- _WHAT IS NEEDED_
Scan the data below and copy each line where "Eduardstraße" occurs.

++++++++

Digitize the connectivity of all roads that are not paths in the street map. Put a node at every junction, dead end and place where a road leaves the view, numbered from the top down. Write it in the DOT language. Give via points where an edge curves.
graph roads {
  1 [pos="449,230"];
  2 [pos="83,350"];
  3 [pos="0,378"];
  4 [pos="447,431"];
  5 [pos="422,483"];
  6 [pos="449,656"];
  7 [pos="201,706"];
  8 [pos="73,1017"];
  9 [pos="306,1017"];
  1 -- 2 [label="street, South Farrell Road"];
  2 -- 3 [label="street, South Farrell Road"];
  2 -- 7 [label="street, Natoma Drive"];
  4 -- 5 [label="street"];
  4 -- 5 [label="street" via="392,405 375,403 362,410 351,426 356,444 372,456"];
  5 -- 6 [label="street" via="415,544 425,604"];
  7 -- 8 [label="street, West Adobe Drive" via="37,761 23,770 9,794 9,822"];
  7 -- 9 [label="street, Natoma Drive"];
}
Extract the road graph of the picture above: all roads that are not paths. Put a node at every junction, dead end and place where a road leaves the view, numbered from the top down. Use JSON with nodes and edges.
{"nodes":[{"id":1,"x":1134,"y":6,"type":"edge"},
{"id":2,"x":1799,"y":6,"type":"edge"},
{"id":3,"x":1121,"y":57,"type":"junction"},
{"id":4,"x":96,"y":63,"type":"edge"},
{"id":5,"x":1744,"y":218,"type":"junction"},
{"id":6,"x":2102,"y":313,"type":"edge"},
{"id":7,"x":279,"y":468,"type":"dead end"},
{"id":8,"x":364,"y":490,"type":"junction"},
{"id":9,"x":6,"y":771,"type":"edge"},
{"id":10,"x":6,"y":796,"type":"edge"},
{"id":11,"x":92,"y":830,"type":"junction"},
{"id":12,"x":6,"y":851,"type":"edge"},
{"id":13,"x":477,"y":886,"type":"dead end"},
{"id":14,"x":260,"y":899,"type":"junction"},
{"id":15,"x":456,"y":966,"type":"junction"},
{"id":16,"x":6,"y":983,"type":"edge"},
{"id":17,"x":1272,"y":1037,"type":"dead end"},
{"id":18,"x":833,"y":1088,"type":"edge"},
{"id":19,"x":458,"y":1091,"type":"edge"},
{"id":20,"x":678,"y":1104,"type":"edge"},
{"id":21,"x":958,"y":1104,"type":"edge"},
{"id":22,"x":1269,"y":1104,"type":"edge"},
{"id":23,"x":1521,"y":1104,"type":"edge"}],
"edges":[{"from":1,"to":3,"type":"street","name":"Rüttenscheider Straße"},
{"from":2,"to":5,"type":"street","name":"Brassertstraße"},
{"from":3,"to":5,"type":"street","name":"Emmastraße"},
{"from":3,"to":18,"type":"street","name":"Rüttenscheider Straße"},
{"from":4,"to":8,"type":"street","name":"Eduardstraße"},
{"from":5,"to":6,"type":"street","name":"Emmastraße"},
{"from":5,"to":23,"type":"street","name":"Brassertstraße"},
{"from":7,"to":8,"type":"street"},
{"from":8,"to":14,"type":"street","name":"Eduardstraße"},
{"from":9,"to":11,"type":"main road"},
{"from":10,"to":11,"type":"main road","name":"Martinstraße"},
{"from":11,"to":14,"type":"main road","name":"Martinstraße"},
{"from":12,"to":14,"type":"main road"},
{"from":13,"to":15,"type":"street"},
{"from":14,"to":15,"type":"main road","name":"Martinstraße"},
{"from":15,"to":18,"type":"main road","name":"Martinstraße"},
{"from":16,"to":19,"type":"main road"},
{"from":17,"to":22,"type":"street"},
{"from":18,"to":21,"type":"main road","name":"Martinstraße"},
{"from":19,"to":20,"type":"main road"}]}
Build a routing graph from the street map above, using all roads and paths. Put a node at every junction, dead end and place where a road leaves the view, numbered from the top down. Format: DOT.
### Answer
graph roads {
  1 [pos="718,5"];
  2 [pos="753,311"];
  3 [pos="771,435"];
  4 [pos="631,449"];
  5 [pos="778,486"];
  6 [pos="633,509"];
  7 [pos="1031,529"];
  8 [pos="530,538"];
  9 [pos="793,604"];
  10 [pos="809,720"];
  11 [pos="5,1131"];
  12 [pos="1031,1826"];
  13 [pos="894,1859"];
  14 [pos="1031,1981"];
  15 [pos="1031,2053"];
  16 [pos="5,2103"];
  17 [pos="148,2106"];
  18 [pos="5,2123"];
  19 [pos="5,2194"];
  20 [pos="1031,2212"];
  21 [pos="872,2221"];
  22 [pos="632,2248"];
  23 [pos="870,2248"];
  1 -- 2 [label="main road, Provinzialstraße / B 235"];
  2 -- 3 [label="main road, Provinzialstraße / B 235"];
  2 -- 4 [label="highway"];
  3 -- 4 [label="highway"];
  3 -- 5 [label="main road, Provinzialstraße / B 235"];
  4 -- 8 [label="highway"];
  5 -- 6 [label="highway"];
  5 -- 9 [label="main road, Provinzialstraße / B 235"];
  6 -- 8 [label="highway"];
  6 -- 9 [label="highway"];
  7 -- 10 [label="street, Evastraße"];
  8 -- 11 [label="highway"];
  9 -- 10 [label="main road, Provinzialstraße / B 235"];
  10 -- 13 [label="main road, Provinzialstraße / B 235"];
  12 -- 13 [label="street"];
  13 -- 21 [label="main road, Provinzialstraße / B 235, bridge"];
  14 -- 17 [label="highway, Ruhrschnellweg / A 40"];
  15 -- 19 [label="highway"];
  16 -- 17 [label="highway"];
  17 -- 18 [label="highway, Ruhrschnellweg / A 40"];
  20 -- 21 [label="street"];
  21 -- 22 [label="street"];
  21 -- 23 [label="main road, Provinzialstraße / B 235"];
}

++++++++

- _WRITTEN SOLUTION_
{"from":4,"to":8,"type":"street","name":"Eduardstraße"},
{"from":8,"to":14,"type":"street","name":"Eduardstraße"},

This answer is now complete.